外は大雪、桜は満開

 「長く、辛い、見えない悪との格闘の日々じゃった」

 『騎士竜戦隊リュウソウジャー』のリュウソウレッドのお面をつけ、手作りの武器を持ったシュウヤと、『仮面ライダーゼロワン』の変身ベルトをつけ、飛電 或人のフィギュアを持ったマサキ。

 「だが、それも終わり。我々は勝ったのだ!」

 『鬼滅の刃』に登場する鬼滅隊の甚平を着たハルキと、手持ち無沙汰でも何も動じないマリン。

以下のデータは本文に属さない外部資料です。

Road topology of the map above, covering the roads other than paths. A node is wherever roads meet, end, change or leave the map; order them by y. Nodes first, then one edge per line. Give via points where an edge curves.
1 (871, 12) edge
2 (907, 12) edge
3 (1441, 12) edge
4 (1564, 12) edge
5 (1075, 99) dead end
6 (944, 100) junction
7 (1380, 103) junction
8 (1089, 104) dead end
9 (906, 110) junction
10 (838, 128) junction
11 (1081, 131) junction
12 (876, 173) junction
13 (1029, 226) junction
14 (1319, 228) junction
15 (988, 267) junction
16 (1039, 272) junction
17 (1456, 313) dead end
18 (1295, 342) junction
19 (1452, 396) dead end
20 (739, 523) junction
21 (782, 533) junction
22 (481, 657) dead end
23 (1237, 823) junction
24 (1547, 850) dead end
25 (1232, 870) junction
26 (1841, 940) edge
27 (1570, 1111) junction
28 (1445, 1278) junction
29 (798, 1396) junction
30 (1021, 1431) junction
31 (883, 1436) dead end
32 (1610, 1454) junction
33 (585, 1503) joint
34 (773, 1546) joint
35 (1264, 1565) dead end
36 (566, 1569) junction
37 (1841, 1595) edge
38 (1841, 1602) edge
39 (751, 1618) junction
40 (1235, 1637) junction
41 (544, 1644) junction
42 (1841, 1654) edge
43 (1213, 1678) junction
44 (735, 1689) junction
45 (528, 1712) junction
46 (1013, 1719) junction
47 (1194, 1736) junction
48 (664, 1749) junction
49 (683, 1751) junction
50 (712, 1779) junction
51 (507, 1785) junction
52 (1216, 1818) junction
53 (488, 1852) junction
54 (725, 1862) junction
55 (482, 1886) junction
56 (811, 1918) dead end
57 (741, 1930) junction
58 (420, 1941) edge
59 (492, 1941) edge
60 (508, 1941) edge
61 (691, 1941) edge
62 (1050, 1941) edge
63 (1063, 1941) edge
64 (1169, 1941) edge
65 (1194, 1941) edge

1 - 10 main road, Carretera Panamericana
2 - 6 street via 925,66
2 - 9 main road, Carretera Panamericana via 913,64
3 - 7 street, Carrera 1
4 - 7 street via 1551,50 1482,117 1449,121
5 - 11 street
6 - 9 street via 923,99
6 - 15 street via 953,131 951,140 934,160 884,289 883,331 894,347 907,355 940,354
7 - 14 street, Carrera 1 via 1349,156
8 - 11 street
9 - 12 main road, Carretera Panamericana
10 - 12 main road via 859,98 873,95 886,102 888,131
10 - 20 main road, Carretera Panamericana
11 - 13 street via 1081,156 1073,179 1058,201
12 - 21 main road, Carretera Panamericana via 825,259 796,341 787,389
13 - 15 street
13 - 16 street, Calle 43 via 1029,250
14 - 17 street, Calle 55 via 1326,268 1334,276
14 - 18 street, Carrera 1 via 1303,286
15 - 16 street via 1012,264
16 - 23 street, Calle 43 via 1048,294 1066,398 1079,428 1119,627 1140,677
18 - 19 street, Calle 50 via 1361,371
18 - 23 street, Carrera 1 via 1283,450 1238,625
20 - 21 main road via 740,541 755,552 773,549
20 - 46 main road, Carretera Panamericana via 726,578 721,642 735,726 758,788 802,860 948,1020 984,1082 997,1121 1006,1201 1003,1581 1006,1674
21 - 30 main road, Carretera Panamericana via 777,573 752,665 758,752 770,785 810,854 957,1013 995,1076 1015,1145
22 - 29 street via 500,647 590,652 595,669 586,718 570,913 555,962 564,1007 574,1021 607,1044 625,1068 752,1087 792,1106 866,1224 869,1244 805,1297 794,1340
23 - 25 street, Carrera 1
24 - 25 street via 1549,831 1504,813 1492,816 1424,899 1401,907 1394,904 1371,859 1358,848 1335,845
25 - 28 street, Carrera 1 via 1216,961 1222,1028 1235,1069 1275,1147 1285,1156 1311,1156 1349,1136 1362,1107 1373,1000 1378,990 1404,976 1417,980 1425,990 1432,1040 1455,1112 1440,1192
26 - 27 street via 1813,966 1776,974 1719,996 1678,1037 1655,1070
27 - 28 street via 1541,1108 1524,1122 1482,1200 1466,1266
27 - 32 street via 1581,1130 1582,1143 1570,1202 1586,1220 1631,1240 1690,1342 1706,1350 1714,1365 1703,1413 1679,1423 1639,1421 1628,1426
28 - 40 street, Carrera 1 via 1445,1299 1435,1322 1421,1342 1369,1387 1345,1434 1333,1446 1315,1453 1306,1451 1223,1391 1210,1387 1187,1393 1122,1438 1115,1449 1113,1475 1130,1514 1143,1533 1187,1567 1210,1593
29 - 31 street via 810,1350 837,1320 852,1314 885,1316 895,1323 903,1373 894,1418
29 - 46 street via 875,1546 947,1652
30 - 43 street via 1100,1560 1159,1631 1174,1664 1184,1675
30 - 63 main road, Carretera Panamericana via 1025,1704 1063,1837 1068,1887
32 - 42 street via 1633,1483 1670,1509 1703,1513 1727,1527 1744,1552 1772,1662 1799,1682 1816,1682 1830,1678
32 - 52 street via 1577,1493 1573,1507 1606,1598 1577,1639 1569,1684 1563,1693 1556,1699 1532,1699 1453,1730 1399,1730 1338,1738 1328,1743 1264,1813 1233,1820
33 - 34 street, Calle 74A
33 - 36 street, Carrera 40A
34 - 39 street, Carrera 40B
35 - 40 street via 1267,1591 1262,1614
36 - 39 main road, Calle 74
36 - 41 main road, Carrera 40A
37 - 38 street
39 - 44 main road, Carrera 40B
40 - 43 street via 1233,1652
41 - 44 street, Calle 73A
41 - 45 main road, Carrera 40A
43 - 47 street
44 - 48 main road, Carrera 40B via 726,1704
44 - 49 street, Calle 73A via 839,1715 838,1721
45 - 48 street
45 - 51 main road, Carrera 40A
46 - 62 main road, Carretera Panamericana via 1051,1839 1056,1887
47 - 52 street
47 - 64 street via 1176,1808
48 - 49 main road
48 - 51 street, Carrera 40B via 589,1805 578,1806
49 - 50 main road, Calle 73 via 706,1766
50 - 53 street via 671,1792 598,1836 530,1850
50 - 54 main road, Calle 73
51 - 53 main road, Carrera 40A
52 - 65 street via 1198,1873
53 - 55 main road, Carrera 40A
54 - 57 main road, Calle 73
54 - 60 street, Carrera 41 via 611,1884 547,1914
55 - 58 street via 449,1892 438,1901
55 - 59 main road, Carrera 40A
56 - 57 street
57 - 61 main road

 「今宵は宴じゃああああ!!祝杯をあげようぞ!!!」

 長老的な話し方をしているのは、特にコンセプトも何もなく、ソファにあった水色のブランケットをマント代わりに頭からかぶせているヨシトだ。

 「おおーーー!!!!」

 ヨシトがブランケットを脱ぎ捨て、ガラスのコップに入ったオレンジジュースを掲げる。うるさかろうが、今日の5人には関係ない。なぜなら、このヨシト家には他に誰もいないからだ。この家は5人のものになった。唯一ママから課せられたルールは、外にでないこと、である。(ヨシト以外に人がいる想定でママは言っていないし、もちろん4人はそれぞれの家からやってきてはいるけど。でもママには言ってないけど友達が来ることは先週から決まっていたから)今のところ、多分守れていると思う。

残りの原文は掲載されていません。